▸ **EXERCISE**
Search the listing for the word "ITABIRA" and copy every line where it turns up.

::: DATA SHOWN :::

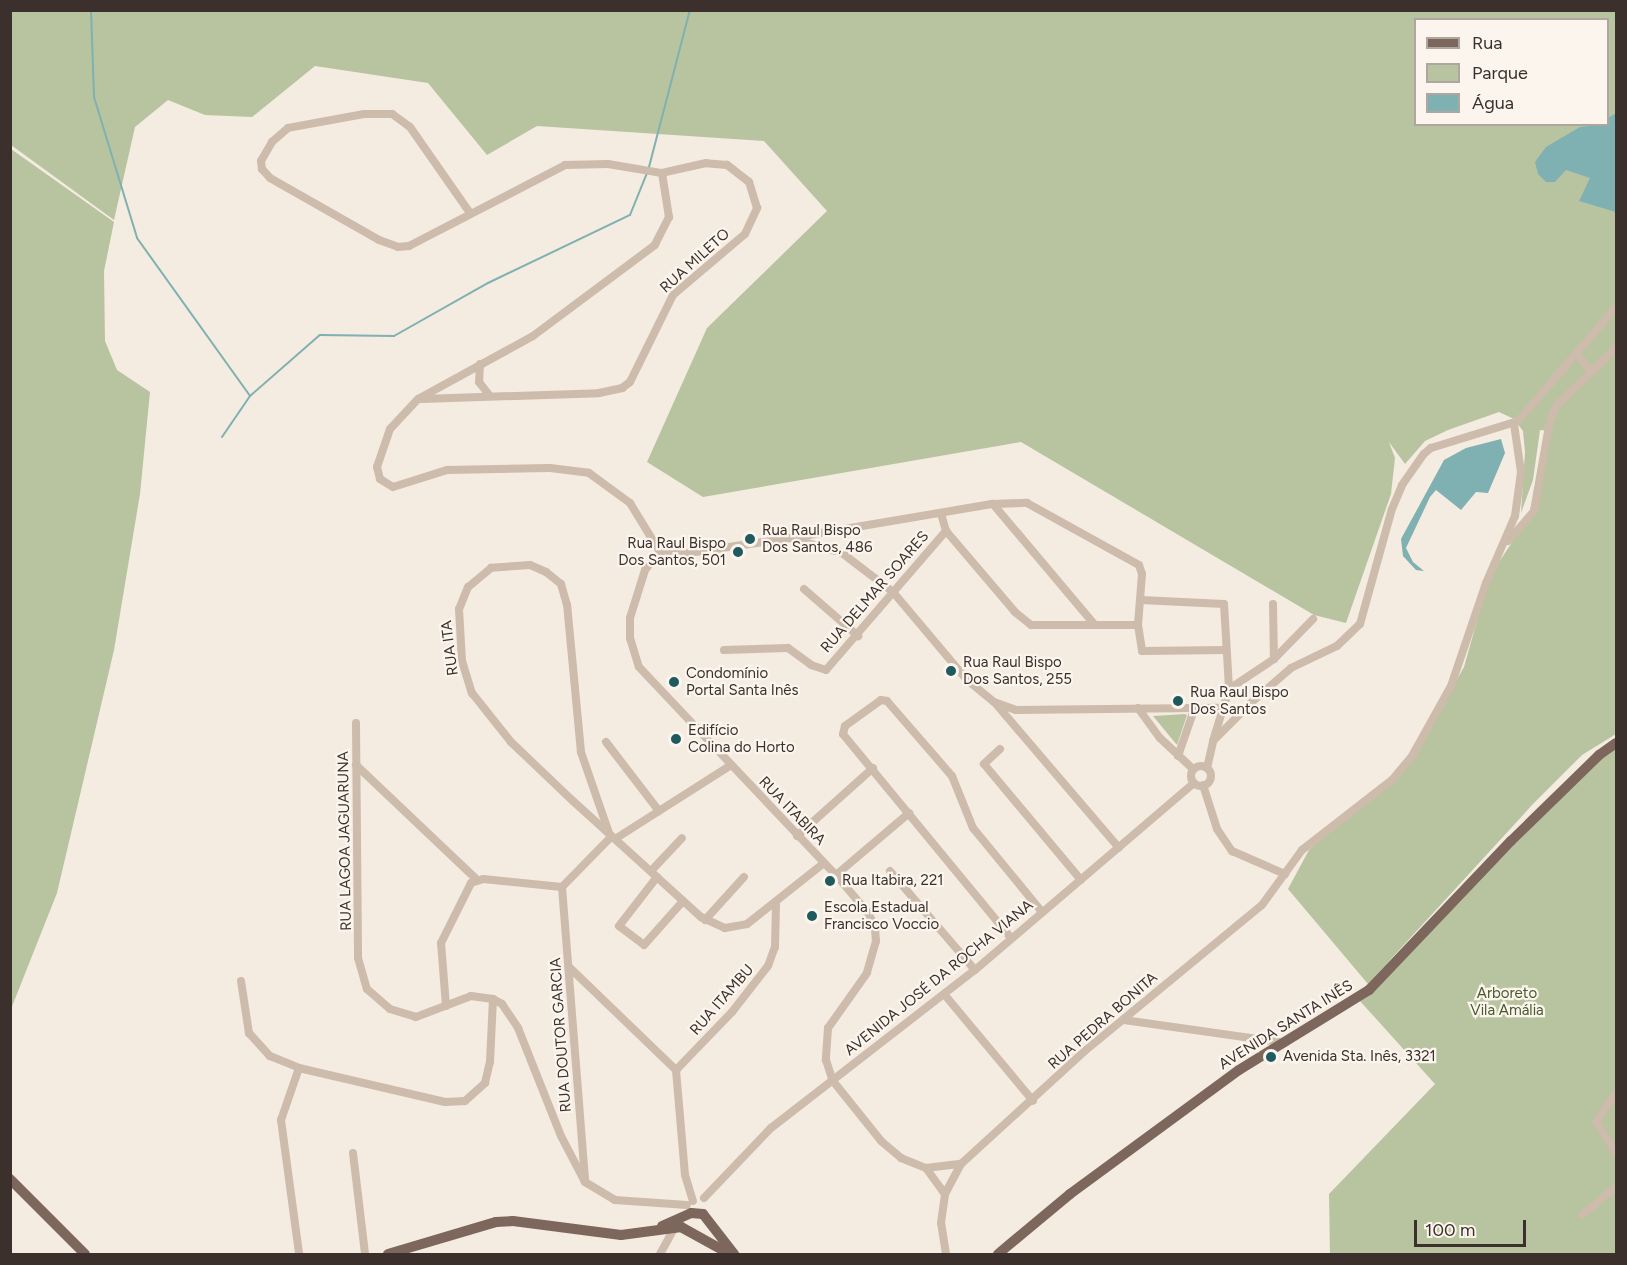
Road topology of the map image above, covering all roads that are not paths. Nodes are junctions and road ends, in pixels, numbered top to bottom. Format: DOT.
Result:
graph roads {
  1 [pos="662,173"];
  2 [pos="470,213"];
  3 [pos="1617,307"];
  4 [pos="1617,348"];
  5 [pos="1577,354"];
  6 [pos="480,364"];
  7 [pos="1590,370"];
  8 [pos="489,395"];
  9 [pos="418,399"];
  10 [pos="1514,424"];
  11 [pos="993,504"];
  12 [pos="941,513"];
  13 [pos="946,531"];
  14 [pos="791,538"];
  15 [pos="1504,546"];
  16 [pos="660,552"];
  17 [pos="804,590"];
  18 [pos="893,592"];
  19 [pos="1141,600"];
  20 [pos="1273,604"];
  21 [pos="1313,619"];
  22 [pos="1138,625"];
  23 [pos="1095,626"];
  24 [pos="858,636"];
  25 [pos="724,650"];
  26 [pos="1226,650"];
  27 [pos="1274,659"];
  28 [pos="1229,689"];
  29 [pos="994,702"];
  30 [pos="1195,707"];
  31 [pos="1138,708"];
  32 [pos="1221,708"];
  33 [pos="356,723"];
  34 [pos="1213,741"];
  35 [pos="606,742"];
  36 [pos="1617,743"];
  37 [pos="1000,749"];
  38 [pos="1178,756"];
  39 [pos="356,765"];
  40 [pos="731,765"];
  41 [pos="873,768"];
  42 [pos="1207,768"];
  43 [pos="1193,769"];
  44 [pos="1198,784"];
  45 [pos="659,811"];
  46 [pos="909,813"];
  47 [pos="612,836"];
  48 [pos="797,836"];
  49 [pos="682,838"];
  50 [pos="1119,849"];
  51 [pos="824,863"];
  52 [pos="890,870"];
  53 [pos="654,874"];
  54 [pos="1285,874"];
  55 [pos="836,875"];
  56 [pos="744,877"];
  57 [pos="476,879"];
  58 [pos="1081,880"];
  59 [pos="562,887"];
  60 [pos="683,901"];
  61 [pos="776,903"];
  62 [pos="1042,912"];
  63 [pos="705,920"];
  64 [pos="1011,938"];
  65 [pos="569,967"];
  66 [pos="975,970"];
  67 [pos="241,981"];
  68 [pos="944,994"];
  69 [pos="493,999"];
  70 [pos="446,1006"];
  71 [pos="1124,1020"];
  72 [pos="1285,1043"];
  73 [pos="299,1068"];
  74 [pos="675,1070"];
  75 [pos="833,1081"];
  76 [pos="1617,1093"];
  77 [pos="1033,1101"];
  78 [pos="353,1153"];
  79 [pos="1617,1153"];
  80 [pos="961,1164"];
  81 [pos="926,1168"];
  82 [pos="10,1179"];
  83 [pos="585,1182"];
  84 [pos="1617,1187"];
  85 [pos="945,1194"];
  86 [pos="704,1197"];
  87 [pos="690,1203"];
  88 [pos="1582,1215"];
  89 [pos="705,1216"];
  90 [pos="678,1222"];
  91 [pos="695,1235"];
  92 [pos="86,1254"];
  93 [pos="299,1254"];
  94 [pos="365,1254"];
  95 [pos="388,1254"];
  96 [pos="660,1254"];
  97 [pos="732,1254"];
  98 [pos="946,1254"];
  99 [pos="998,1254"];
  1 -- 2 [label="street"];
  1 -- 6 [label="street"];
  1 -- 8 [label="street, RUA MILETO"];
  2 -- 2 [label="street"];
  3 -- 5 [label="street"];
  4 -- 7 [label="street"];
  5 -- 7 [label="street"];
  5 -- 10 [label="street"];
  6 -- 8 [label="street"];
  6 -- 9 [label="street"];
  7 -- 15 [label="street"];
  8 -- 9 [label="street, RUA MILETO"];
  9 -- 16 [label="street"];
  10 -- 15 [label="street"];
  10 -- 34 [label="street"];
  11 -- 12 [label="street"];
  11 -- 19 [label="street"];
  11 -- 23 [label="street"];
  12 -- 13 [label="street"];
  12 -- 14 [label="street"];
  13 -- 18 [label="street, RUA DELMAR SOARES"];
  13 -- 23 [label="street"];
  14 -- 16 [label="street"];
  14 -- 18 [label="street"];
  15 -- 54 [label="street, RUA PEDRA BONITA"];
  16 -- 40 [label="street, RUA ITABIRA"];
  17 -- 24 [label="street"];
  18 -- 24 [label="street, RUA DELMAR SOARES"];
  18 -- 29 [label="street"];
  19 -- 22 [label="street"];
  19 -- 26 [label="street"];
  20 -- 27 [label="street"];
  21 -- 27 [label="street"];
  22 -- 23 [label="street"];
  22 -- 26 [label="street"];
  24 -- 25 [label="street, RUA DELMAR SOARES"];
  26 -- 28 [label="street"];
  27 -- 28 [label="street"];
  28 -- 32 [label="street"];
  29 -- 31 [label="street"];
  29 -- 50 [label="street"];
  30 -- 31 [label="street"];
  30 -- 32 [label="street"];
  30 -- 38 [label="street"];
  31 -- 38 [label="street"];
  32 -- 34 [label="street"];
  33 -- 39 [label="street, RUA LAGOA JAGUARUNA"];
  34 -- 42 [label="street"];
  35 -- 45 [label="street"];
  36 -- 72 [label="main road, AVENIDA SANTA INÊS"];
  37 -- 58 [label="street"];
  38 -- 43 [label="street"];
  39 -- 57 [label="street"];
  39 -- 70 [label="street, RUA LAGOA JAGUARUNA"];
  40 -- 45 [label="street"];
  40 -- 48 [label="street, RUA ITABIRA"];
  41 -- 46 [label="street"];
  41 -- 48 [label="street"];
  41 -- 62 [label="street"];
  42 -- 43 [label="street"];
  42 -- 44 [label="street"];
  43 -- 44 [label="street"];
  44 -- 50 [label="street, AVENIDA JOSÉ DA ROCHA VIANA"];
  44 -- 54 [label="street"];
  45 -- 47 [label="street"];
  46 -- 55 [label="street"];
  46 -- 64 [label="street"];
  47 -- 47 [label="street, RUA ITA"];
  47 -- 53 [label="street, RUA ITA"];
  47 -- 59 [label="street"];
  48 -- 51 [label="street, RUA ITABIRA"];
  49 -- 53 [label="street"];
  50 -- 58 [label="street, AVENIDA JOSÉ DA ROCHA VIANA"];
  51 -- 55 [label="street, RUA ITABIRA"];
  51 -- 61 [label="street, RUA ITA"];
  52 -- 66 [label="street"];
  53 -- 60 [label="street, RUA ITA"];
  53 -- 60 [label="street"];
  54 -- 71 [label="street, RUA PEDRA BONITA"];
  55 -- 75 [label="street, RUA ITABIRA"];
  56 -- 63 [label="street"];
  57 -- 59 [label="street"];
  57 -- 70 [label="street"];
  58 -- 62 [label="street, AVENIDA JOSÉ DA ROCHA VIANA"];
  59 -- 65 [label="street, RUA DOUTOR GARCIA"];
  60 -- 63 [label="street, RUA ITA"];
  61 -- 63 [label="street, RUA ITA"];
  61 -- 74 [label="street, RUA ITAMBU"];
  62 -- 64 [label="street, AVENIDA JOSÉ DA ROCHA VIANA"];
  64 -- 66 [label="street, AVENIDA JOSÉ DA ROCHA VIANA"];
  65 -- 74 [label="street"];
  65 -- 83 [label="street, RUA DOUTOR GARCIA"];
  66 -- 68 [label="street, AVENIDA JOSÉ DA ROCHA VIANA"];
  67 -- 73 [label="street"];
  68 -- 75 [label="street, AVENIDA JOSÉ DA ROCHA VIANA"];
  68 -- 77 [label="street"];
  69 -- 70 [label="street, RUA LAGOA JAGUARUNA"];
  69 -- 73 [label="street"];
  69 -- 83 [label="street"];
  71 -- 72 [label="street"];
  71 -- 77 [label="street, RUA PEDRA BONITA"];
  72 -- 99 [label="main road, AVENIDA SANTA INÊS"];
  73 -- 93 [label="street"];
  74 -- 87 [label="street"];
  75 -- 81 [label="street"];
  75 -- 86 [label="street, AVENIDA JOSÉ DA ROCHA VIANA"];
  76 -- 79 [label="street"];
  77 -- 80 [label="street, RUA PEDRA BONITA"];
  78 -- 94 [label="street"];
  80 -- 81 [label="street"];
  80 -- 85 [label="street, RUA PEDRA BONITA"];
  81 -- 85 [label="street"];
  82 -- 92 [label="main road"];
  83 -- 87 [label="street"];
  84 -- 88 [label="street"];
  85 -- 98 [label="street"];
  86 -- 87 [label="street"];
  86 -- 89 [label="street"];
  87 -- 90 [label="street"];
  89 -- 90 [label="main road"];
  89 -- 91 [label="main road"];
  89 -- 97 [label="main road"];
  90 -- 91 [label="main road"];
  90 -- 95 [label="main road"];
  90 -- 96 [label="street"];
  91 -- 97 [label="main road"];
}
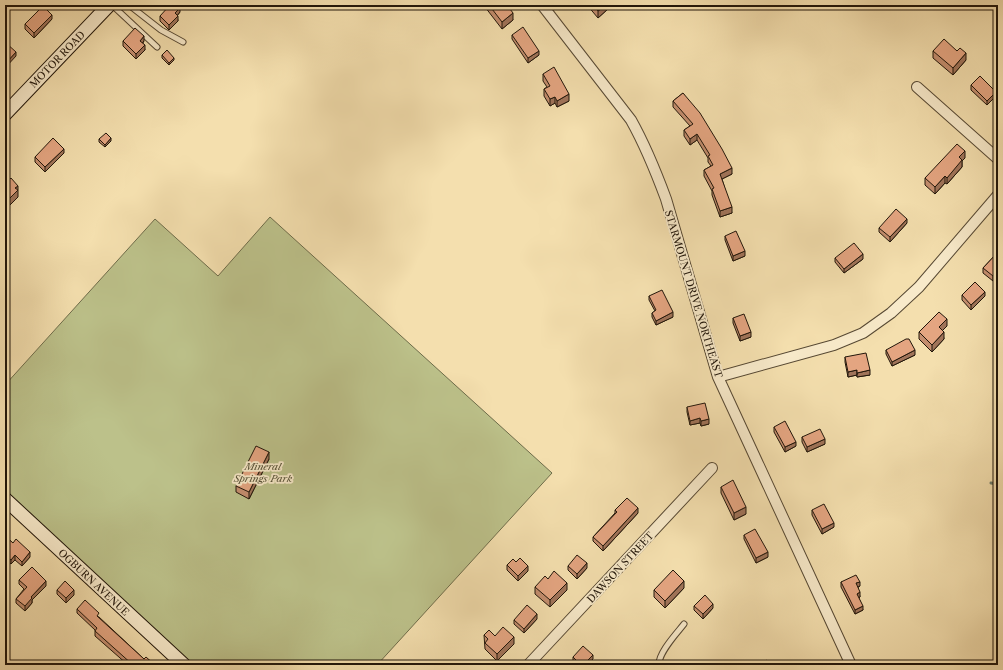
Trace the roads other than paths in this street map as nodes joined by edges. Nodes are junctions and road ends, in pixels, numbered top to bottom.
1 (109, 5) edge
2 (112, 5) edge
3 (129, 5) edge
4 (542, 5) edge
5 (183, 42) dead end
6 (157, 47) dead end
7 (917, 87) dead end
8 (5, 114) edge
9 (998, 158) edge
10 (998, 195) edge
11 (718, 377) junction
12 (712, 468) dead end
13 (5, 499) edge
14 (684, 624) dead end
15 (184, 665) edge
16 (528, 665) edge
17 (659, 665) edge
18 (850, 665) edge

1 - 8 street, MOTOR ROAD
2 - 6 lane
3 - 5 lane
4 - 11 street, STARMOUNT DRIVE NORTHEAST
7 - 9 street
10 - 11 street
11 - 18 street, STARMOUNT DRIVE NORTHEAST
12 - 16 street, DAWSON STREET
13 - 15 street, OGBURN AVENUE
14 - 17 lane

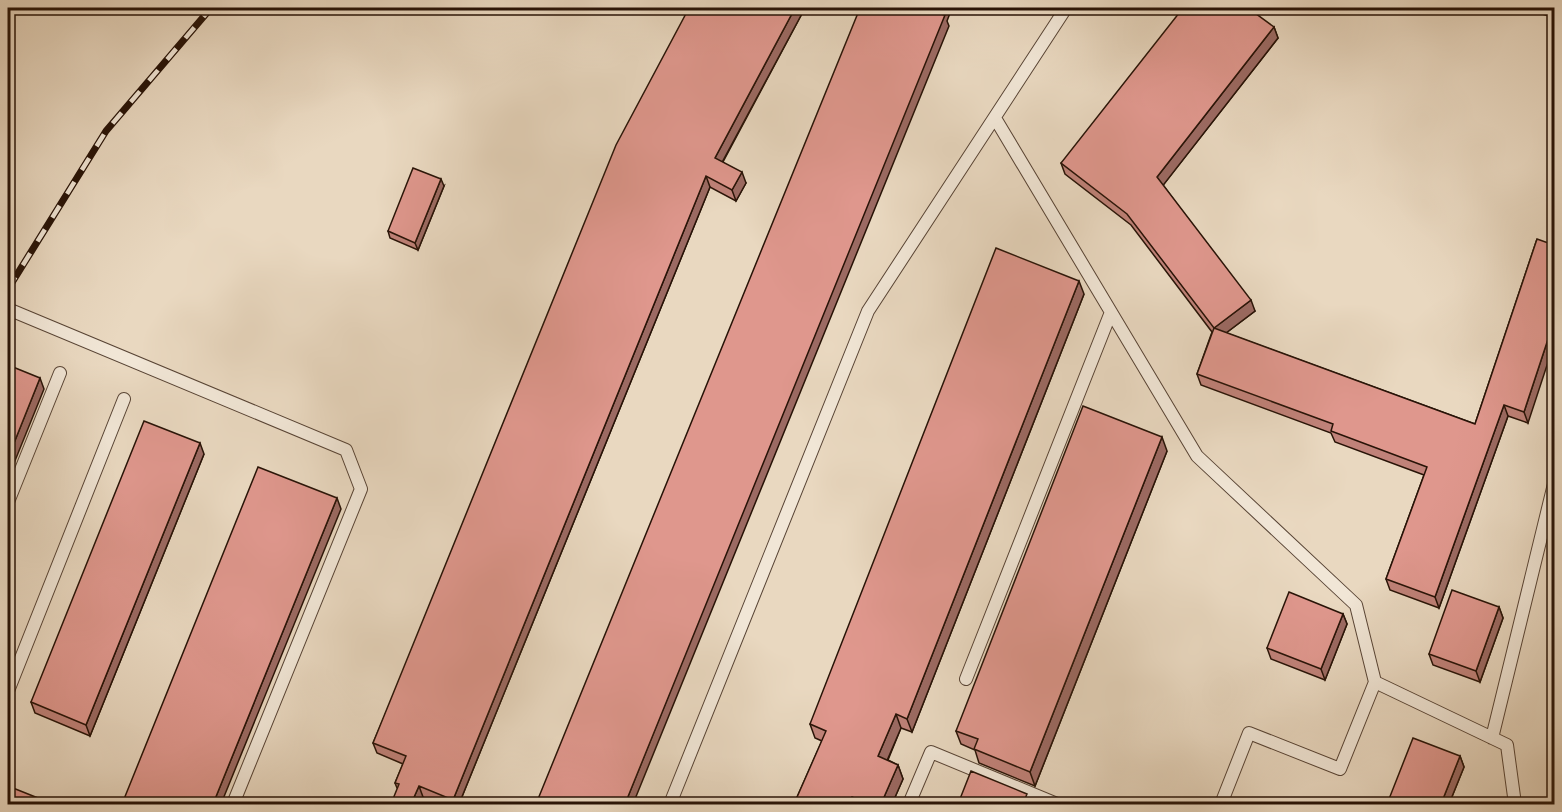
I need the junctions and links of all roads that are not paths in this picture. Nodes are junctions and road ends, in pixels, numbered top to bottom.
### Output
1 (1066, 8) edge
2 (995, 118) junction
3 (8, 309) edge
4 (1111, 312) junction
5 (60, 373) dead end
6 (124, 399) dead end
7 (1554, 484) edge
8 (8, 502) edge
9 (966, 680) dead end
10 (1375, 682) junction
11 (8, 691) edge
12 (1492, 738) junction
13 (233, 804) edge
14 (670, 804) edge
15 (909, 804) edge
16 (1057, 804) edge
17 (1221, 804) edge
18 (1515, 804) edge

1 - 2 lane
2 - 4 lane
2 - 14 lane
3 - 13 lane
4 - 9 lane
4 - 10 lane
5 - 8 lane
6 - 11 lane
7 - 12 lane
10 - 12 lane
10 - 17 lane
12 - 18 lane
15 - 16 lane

:::

▸ **EXERCISE RESULT**
  16 -- 40 [label="street, RUA ITABIRA"];
  40 -- 48 [label="street, RUA ITABIRA"];
  48 -- 51 [label="street, RUA ITABIRA"];
  51 -- 55 [label="street, RUA ITABIRA"];
  55 -- 75 [label="street, RUA ITABIRA"];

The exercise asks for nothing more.